▶ DATA SUPPLIED:
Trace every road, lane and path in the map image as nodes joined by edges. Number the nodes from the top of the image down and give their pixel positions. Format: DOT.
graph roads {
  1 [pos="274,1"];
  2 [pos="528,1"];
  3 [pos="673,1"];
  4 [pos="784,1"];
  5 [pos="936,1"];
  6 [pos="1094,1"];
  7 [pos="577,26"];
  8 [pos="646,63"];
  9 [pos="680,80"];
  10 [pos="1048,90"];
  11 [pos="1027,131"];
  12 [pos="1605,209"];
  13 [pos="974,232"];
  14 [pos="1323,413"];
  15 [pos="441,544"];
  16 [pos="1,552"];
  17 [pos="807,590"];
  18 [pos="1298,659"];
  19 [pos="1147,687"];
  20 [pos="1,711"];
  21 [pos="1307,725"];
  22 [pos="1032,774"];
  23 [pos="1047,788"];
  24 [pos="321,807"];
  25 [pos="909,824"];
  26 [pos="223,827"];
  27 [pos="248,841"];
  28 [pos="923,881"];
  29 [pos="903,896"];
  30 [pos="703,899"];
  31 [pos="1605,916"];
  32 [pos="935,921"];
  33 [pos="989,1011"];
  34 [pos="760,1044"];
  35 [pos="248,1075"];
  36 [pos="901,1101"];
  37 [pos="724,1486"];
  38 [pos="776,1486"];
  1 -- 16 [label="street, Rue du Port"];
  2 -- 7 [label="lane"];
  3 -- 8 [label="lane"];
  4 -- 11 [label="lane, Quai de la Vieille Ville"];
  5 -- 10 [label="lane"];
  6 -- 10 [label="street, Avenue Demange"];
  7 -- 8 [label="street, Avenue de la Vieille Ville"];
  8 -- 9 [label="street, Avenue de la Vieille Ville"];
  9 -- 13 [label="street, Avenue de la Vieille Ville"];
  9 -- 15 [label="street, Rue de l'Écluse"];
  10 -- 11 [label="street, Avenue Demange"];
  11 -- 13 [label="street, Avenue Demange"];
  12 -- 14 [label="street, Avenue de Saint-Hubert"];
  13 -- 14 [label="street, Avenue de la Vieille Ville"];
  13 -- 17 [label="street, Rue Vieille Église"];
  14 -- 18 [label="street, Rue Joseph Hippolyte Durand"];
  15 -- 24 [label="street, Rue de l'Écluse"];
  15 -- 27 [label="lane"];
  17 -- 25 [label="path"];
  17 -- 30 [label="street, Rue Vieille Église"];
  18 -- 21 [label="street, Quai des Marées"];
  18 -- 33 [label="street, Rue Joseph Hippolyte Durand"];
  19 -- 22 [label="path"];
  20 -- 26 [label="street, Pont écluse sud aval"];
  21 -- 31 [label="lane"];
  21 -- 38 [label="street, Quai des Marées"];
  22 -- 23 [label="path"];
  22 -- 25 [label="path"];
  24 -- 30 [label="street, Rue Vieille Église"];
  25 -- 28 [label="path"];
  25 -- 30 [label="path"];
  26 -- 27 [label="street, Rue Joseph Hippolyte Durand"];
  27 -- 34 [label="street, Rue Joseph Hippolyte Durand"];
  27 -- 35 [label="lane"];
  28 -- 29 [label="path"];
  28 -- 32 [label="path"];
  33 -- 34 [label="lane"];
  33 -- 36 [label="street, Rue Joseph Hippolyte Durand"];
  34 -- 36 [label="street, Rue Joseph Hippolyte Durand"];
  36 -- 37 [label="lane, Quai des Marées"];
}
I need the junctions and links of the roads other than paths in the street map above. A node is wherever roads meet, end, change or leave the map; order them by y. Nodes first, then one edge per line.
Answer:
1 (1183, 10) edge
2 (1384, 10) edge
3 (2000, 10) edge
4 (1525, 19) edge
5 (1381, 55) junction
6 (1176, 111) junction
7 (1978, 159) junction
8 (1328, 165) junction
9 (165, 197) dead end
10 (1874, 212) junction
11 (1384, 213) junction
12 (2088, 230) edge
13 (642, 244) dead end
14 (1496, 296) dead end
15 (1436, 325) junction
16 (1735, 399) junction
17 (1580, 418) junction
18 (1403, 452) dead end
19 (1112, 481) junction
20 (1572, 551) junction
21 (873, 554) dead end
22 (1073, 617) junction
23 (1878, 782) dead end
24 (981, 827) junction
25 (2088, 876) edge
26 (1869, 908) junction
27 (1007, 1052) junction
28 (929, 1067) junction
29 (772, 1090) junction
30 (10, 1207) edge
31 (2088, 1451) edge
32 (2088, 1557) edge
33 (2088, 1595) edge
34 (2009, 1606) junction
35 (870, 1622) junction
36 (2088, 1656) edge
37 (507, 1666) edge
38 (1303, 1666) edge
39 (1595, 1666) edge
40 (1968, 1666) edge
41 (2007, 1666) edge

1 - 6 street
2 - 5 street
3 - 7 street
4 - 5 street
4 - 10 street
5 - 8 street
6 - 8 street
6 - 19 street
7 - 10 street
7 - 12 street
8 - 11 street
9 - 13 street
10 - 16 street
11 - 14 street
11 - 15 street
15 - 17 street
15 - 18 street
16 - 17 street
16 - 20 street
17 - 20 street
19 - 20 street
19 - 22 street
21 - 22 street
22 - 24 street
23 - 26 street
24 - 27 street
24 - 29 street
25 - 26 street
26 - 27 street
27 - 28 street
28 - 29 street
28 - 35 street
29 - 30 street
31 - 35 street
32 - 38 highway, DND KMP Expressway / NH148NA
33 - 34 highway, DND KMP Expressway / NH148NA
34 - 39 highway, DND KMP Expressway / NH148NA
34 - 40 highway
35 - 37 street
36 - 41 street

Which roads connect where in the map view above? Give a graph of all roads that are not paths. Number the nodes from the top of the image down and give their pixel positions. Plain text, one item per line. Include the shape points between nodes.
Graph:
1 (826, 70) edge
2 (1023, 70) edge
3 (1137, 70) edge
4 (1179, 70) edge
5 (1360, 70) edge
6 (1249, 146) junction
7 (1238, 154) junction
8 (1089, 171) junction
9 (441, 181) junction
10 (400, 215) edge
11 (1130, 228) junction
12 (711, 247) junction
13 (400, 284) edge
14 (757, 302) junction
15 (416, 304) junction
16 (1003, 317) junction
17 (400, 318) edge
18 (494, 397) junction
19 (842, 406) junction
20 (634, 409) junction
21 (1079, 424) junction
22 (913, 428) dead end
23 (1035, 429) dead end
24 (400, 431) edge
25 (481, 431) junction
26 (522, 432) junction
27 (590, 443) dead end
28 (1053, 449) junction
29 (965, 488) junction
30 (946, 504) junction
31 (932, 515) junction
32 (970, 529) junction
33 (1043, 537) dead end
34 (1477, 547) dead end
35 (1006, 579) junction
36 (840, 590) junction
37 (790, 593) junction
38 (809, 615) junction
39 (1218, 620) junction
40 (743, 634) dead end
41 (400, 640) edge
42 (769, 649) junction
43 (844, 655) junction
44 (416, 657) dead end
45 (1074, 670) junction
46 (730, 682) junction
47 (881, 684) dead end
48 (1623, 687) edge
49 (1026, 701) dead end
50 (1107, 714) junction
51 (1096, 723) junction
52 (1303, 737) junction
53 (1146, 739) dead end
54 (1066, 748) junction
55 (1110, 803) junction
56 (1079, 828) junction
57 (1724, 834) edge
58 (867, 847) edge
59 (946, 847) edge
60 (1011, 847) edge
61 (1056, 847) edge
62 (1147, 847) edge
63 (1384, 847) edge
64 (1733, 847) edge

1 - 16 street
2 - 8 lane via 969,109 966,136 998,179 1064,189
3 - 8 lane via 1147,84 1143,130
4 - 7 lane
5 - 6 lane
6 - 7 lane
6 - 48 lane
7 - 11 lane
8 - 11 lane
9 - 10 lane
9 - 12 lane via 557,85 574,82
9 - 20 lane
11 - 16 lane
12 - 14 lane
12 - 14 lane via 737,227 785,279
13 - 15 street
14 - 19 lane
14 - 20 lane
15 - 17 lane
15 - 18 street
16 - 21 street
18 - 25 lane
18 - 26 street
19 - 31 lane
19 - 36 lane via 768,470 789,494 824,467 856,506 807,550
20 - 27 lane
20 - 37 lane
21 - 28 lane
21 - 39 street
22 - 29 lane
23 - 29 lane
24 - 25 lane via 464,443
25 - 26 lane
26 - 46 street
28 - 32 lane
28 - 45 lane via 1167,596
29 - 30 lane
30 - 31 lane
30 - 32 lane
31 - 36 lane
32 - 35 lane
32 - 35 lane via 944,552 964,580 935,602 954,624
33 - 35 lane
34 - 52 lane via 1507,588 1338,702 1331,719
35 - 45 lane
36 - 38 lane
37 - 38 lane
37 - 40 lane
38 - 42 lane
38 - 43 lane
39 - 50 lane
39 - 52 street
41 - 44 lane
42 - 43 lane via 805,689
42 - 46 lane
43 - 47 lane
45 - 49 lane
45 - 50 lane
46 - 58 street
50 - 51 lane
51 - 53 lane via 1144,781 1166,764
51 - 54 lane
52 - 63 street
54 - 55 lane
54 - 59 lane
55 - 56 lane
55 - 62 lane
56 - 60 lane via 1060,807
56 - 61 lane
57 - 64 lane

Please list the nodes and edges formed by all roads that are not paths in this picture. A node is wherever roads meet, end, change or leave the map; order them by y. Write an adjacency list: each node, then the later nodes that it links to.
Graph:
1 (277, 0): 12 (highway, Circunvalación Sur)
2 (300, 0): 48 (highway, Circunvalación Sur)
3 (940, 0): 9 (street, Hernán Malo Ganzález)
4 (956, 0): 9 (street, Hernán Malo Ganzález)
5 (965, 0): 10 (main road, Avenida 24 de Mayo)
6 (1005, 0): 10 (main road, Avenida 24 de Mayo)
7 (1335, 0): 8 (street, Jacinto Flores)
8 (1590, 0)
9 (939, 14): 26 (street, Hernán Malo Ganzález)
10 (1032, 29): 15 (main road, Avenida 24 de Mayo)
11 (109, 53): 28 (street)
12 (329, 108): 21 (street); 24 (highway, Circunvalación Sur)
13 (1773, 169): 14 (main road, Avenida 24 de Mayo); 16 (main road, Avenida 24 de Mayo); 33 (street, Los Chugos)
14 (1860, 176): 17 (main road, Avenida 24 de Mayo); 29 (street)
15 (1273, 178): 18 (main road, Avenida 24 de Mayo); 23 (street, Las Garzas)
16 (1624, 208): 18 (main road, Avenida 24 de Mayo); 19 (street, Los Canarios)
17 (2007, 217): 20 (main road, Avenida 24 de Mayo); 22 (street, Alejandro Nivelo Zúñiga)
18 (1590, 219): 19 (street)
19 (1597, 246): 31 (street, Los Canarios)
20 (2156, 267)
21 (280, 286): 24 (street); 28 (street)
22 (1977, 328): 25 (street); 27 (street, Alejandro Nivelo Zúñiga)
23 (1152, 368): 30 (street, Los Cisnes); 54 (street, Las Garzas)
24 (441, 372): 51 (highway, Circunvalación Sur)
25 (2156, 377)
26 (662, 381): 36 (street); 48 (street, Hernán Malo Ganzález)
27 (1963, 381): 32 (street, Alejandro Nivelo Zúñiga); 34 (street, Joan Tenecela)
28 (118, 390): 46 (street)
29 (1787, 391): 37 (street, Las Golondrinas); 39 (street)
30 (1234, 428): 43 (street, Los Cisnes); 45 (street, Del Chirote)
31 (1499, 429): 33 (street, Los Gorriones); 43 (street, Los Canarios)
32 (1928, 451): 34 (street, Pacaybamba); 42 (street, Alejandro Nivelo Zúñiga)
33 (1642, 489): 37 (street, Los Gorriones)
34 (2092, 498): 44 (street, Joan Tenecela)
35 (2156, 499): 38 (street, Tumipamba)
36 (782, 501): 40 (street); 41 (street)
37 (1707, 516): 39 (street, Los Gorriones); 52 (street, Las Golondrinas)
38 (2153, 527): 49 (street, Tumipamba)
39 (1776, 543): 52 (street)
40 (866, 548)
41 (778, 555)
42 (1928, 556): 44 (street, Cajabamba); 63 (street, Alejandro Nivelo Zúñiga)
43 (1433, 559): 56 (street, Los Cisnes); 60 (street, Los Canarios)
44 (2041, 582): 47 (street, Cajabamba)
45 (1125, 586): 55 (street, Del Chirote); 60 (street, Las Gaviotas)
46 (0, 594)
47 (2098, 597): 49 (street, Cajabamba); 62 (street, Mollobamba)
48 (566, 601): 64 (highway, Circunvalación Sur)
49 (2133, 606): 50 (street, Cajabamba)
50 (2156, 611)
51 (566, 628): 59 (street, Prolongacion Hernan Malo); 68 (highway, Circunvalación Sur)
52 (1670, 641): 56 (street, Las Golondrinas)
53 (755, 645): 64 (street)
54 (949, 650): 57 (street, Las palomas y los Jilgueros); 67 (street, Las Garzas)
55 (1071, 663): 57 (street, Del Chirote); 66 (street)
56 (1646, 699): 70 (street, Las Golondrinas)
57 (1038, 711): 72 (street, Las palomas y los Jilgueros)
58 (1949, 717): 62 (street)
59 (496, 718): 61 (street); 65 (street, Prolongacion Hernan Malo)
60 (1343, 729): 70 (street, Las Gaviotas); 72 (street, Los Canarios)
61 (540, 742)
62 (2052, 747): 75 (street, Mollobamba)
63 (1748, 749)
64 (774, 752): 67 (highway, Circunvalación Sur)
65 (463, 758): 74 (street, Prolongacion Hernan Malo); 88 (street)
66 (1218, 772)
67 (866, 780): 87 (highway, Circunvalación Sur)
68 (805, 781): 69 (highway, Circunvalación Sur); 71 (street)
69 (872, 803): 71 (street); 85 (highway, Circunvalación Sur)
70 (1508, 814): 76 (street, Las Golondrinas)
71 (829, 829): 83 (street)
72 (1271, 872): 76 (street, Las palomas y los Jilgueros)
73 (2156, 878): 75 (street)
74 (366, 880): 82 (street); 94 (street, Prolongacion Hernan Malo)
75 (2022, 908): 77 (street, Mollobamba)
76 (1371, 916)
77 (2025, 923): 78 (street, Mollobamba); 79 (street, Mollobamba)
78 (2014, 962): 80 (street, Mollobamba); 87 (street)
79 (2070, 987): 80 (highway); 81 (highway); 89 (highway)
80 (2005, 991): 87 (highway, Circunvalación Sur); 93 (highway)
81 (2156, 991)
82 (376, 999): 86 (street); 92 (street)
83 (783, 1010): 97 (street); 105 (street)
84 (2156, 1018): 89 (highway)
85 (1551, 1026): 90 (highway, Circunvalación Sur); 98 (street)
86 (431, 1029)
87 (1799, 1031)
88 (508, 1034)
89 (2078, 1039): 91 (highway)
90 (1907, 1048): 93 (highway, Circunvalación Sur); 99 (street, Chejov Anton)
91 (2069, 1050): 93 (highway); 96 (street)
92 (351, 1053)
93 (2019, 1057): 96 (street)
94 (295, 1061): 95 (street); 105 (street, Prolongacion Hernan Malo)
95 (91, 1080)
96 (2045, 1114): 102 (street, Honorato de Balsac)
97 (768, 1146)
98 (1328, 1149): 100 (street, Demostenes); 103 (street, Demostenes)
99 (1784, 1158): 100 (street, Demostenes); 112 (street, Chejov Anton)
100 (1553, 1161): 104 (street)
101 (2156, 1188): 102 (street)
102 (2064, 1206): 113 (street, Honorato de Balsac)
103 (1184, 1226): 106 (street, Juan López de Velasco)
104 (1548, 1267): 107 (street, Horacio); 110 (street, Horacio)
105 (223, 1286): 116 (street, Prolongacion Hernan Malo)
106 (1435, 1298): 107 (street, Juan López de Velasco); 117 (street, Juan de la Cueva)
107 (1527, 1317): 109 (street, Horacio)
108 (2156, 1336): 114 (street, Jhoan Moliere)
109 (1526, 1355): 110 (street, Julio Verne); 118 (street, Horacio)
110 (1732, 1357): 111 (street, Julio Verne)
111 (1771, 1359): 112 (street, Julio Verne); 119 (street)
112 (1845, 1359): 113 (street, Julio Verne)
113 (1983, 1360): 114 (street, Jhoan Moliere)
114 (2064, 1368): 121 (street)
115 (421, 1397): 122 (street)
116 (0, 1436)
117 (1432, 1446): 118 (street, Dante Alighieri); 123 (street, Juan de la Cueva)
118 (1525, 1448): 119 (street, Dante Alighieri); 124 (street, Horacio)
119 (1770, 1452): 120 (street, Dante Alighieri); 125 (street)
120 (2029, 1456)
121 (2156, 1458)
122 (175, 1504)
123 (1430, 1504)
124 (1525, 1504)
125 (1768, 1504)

▶ EXERCISE OBJECTIVE:
List every line above containing the word "Hippolyte".

▶ SOLUTION:
  14 -- 18 [label="street, Rue Joseph Hippolyte Durand"];
  18 -- 33 [label="street, Rue Joseph Hippolyte Durand"];
  26 -- 27 [label="street, Rue Joseph Hippolyte Durand"];
  27 -- 34 [label="street, Rue Joseph Hippolyte Durand"];
  33 -- 36 [label="street, Rue Joseph Hippolyte Durand"];
  34 -- 36 [label="street, Rue Joseph Hippolyte Durand"];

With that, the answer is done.